Íntegra da sentença que reconheceu a solidariedade da VARIG, VARIG LOG e Aéreo Transportes Aéreos S.A.

quinta-feira, 9 de novembro de 2006

 

VARIG

 

Íntegra da sentença que reconheceu a solidariedade da VARIG, VARIG LOG e Aéreo Transportes Aéreos S.A.

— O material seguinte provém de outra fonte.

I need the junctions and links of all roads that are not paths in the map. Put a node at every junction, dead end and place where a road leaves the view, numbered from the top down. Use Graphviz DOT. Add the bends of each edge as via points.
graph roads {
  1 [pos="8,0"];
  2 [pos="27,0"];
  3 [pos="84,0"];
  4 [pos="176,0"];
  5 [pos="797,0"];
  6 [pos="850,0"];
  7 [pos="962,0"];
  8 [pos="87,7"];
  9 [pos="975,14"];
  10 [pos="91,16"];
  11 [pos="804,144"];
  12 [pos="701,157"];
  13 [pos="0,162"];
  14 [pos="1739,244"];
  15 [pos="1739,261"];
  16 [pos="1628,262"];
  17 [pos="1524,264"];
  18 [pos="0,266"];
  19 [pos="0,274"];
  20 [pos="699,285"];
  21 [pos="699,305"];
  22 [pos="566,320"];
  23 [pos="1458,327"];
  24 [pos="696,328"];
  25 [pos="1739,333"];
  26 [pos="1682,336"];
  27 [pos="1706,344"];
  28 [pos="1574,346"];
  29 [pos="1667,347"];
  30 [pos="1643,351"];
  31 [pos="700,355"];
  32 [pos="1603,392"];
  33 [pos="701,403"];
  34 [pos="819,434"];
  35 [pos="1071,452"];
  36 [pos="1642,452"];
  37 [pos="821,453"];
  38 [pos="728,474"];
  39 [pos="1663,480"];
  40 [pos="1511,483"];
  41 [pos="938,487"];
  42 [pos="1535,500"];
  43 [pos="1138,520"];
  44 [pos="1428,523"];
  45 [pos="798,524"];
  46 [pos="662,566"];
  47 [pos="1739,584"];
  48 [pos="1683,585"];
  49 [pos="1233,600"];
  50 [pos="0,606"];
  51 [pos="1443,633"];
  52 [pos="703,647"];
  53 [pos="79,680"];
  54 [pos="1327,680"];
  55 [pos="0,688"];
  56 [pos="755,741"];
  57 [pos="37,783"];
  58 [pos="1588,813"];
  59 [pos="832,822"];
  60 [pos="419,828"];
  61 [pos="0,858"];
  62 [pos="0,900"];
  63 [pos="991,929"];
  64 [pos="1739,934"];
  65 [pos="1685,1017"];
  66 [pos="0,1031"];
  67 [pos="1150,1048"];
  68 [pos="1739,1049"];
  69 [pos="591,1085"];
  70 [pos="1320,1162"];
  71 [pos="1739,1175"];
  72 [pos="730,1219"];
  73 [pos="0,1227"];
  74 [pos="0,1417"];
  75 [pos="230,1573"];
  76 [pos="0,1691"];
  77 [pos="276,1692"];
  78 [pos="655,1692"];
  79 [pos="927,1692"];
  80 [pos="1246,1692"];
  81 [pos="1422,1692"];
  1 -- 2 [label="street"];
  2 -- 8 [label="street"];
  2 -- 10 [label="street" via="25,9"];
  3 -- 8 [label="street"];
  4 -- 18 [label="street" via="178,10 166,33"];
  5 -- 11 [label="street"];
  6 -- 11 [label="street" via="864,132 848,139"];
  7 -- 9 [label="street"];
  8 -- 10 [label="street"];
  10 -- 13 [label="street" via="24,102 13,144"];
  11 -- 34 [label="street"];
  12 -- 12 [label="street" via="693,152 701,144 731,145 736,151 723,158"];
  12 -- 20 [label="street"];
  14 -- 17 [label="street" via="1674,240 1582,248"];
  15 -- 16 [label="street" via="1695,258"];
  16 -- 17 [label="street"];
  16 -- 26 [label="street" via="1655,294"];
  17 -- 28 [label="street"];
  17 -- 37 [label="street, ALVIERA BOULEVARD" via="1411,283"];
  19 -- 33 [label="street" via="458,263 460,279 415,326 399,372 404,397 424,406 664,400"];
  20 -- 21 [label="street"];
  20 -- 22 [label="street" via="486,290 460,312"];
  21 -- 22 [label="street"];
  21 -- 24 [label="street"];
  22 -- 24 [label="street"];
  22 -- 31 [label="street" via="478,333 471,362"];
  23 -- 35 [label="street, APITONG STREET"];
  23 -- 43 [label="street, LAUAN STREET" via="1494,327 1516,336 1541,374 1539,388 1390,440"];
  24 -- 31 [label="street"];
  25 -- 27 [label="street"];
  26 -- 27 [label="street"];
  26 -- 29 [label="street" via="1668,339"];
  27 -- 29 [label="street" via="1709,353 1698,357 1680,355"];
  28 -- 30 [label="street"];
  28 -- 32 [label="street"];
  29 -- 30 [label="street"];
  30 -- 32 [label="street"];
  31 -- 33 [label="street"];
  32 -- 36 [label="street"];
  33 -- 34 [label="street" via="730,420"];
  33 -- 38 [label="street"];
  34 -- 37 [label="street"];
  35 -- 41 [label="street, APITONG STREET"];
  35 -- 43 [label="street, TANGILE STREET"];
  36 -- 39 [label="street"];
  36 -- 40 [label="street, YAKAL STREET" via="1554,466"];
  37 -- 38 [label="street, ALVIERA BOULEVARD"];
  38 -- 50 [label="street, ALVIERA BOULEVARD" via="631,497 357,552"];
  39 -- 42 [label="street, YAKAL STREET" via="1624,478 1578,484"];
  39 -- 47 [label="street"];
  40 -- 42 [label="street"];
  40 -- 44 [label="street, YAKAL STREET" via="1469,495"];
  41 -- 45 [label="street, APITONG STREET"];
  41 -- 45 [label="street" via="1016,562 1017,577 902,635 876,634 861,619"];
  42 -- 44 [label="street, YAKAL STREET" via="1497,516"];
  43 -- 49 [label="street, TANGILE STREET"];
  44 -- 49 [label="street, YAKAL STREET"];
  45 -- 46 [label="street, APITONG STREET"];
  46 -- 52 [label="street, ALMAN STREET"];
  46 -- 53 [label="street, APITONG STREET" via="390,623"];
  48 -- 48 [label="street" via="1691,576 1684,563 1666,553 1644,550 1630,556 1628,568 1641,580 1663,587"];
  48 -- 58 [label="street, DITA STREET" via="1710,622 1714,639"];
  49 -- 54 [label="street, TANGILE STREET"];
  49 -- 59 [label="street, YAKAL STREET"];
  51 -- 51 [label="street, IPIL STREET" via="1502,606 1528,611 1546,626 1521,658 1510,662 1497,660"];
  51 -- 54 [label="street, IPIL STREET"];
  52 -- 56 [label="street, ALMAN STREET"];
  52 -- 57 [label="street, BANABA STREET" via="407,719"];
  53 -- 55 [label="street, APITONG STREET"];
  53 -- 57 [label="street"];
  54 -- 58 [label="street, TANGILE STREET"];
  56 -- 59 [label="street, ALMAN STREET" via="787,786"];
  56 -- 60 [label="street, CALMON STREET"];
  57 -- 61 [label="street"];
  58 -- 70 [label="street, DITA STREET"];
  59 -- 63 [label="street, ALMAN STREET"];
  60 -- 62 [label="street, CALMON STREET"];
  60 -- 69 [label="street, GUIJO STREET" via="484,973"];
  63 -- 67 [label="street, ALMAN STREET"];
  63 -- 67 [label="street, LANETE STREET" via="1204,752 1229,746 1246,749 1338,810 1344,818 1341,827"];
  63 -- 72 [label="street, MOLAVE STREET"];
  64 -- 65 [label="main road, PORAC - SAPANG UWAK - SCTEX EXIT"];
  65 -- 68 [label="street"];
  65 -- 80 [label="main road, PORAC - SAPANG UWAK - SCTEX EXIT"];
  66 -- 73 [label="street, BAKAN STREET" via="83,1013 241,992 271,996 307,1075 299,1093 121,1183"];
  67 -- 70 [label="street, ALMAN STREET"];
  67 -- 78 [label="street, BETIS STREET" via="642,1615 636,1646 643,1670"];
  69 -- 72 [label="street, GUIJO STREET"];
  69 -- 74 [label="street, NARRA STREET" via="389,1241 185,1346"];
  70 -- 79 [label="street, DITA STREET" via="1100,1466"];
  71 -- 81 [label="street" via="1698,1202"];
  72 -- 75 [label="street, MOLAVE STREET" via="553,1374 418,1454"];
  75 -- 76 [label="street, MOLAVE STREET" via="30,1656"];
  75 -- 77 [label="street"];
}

Saiu a primeira sentença da Justiça do Trabalho brasileira que reconheceu a solidariedade entre Varig, Varig Log e Aéreo Transportes Aéreos. A decisão é da juíza Valdete Souto Severo, da 5ª Vara do Trabalho de Porto Alegre e a vitoriosa é a comissária porto-alegrense Arlene Marco Bretanha. A ação foi ajuizada em 23 de agosto deste ano. A reclamante tinha sido demitida no dia 2 de agosto. A comissária aduziu a responsabilidade das três demandadas e noticiou haver trabalhado de 4 de dezembro de 1995 a agosto de 2006, recebendo R$ 4.313,93 por mês. Pediu o pagamento de verbas resilitórias e multa.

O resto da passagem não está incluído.